Orlai screamed when the Raven’s claws suddenly opened, throwing her down to the ground with a crash. She groaned, sitting up, and found herself in Firelink Shrine. To her right under the tree she and Chosen had slept under together was man in ragged robes who watched her curiously beneath his hood. To her left a woman in leather armor, hair bound back in a ponytail, stared in obvious surprise. Orlai fixated on what this woman held, a simple broadsword that was once her own,
“Where,” Orlai grasped the handle of her own sword, “did you get that?” She asked dangerously. The woman did not hesitate, eyes narrowing as she studied Orlai,
“You are a knight as well are you not?” The woman retorted, “First let us exchange names. I am Ilyena, Knight of Nameless.” Orlai cocked an eyebrow, who the hell was Nameless? Pretty pompous name who called themselves nameless, was it supposed to be an ironic joke?

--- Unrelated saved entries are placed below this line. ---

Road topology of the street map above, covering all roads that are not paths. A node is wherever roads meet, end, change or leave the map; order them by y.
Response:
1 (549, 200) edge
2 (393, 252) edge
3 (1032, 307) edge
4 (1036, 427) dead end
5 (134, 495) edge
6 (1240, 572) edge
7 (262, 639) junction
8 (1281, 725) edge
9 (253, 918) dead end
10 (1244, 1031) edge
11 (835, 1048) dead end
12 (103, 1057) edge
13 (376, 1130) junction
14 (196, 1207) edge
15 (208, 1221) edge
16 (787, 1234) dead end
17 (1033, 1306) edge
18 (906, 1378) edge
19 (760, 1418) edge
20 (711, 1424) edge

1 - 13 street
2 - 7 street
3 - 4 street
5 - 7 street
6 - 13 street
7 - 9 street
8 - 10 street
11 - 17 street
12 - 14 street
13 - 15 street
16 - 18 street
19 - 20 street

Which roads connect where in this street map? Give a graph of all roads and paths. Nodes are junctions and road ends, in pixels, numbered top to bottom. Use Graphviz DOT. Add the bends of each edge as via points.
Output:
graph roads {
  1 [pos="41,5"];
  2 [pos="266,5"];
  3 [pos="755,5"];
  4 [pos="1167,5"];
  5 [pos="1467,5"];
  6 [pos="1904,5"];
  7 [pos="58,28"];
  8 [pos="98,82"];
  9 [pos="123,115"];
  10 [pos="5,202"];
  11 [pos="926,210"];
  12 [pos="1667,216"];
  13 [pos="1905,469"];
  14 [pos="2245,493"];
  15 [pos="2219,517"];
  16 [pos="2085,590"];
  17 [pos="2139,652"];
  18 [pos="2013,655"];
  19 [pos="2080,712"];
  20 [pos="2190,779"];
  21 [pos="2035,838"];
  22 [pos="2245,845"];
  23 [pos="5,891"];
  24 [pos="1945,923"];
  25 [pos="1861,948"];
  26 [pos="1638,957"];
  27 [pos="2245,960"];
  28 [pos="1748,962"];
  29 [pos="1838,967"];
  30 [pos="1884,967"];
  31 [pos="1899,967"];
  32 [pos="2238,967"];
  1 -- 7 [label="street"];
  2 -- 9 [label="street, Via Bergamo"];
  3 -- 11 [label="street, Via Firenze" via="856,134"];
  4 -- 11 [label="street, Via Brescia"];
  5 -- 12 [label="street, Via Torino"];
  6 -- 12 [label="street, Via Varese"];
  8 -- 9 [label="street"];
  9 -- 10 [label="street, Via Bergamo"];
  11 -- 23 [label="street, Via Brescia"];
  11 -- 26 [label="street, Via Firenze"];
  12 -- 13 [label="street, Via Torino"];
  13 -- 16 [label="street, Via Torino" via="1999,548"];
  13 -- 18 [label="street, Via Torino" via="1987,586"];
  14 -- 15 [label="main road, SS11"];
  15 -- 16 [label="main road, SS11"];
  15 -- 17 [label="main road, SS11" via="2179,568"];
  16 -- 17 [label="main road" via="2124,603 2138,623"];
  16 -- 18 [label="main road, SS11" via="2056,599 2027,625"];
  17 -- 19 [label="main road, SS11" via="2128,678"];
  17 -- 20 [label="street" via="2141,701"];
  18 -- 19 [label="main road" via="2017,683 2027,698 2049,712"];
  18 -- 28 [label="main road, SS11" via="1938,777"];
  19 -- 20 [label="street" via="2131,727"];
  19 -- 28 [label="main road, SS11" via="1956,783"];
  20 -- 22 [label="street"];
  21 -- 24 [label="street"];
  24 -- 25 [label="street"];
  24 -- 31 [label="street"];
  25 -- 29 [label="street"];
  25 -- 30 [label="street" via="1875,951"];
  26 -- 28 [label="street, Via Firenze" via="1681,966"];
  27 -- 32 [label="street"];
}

“My name’s Orlai.” She grunted, “Now where did you get that sword?”
“I received it from my lord Nameless, do you know of him then?” Ilyena’s expression was calm and calculating, Orlai unable to read anything on her. The man in the robes sat under his tree and watched,
“Depends, this Nameless guy wear black armor and carry a gigantic blue greatsword?” It was at that moment Orlai wondered if Fate had a sense of humor. In a flurry of ash and cinders, a man in armor burned black appeared at the Bonfire. A hood and mask hid his face, a blue steel greatsword slung over his shoulder and inscribed black shield on his arm, “Chosen!” Orlai cried, taking a step towards him when he looked up, their eyes meeting.
Once his eyes had been muddy brown, soft and caring yet dangerous and sharp. They were so deep she would lose herself in them, falling through their infinite depth and wisdom, solace and safety welcoming her unconditionally. Whenever she imagined his eyes in the short time she’d been away they would calm and remind her of what she was doing and why. Those eyes were gone.

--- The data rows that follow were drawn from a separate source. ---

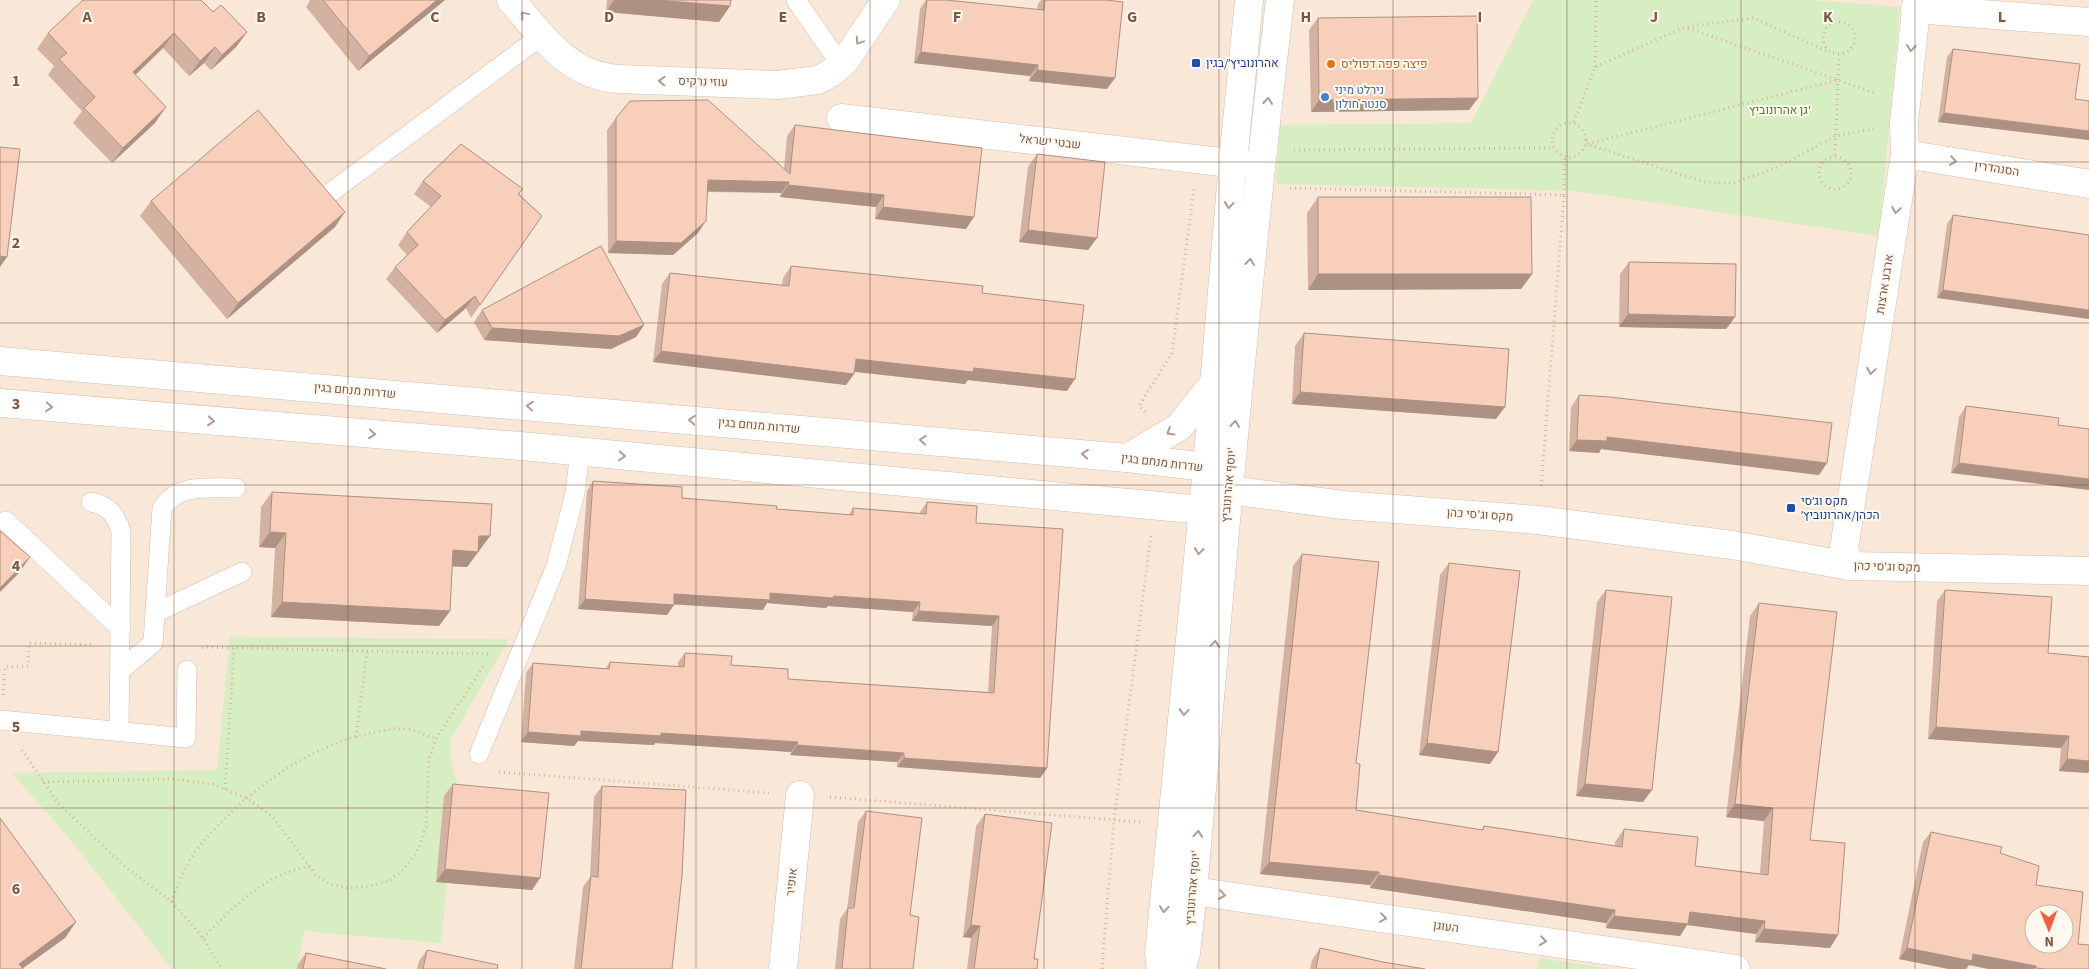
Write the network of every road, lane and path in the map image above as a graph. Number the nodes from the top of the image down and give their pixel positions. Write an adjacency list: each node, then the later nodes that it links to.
1 (512, 0): 10 (street, עוזי נרקיס, one-way to 1)
2 (796, 0): 13 (lane)
3 (886, 0): 13 (street, עוזי נרקיס, one-way to 13)
4 (1249, 0): 26 (street, יוסף אהרונוביץ')
5 (1280, 0): 27 (street, יוסף אהרונוביץ', one-way to 5)
6 (1596, 0): 14 (path)
7 (1916, 5): 8 (street); 16 (street, ארבע ארצות, one-way to 16)
8 (2089, 22)
9 (1685, 27): 11 (path); 14 (path); 15 (path)
10 (541, 36): 13 (street, עוזי נרקיס, one-way to 10); 30 (lane)
11 (1827, 50): 12 (path); 12 (path)
12 (1839, 55): 15 (path)
13 (841, 66)
14 (1595, 67): 18 (path)
15 (1838, 80): 16 (path); 19 (path); 20 (path)
16 (1904, 114): 19 (path); 22 (street, ארבע ארצות)
17 (841, 118): 25 (street, שבטי ישראל)
18 (1574, 122): 20 (path); 21 (path)
19 (1836, 136): 20 (path); 23 (path)
20 (1587, 144): 24 (path)
21 (1554, 148): 24 (path); 27 (path)
22 (1905, 154): 28 (street, הסנהדרין, one-way to 28); 45 (street, ארבע ארצות, one-way to 45)
23 (1835, 155): 23 (path)
24 (1565, 157): 29 (path)
25 (1198, 159): 26 (street, שבטי ישראל); 34 (path)
26 (1233, 162): 27 (street, שבטי ישראל); 32 (street, יוסף אהרונוביץ', one-way to 32)
27 (1260, 168): 29 (path); 39 (street, יוסף אהרונוביץ', one-way to 27)
28 (2089, 184)
29 (1564, 195): 43 (path)
30 (326, 196)
31 (0, 361): 36 (street, שדרות מנחם בגין, one-way to 31)
32 (1214, 383): 34 (street, one-way to 34); 37 (street, יוסף אהרונוביץ')
33 (0, 403): 35 (street, one-way to 35)
34 (1167, 434): 36 (street)
35 (580, 452): 41 (street, one-way to 41); 54 (lane)
36 (1127, 458): 37 (street, שדרות מנחם בגין)
37 (1208, 467): 39 (street, שדרות מנחם בגין); 42 (street, יוסף אהרונוביץ')
38 (236, 488): 48 (lane)
39 (1228, 490): 42 (street); 43 (street, מקס וג'סי כהן); 68 (street, יוסף אהרונוביץ', one-way to 39)
40 (90, 502): 49 (lane)
41 (1155, 506): 42 (street); 73 (path)
42 (1202, 510): 66 (street, יוסף אהרונוביץ', one-way to 66)
43 (1538, 520): 45 (street, מקס וג'סי כהן)
44 (6, 521): 49 (lane)
45 (1847, 558): 46 (street, מקס וג'סי כהן)
46 (2089, 570)
47 (242, 572): 48 (lane)
48 (155, 613): 55 (lane)
49 (121, 637): 55 (lane); 57 (path)
50 (197, 647): 51 (path)
51 (234, 648): 52 (path); 63 (path)
52 (367, 652): 53 (path); 59 (path)
53 (491, 654): 54 (path); 60 (path)
54 (520, 655): 61 (lane)
55 (121, 670): 58 (lane)
56 (187, 670): 58 (lane)
57 (1, 720): 58 (lane); 62 (path)
58 (119, 731)
59 (356, 737): 60 (path); 65 (path)
60 (436, 739): 67 (path)
61 (479, 754)
62 (43, 782): 63 (path); 69 (path)
63 (225, 789): 65 (path)
64 (800, 795): 72 (street, אופיר)
65 (248, 799): 67 (path); 69 (path)
66 (1169, 862): 68 (street); 74 (street, יוסף אהרונוביץ', one-way to 74)
67 (310, 866): 70 (path)
68 (1193, 891): 75 (street, יוסף אהרונוביץ'); 76 (street, העוגן, one-way to 76)
69 (172, 902): 70 (path)
70 (203, 938): 71 (path)
71 (222, 969)
72 (783, 969)
73 (1102, 969)
74 (1161, 969)
75 (1181, 969)
76 (1736, 969)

A pair of empty black pits stared at her. Looking deep within the dark pools Orlai felt something within the abyss of those eyes, hidden from view, that ate at him like maggots. A soulless husk stood before her, a man that should have died long ago, a walking corpse forced to dance by strings unseen. He held no true awareness of those around him, as if they were nothing more than ghosts or illusions. This was not the man she loved.
Shaking her head violently Orlai scolded herself for thinking such a thing, “Chosen!” She called, hurrying up to him arms wide, “I’ve missed you so much!” He walked past her without so much as a glance. Orlai stood there, rock-solid and unmoving, Ilyena and the man watching her,
“I suppose you don’t know him then.” Ilyena grunted as she followed after Chosen. The other man got up from under the tree, smiled awkwardly at her, and hurried to join Chosen and Ilyena as they walked out of Firelink Shrine. Orlai could not move even if she wanted to, stunned. What? What had happened? Was she mistaken? His hood, mask, sword, armor, everything was him except… except for those eyes. She turned slowly, body stiff, watching Chosen’s back as he left her. It was him, it had to be. But who was this Ilyena and other man? No undead ever followed him, but two? What had happened in the short time Orlai had been gone, a mere five days or so?
What had happened to her Chosen Undead?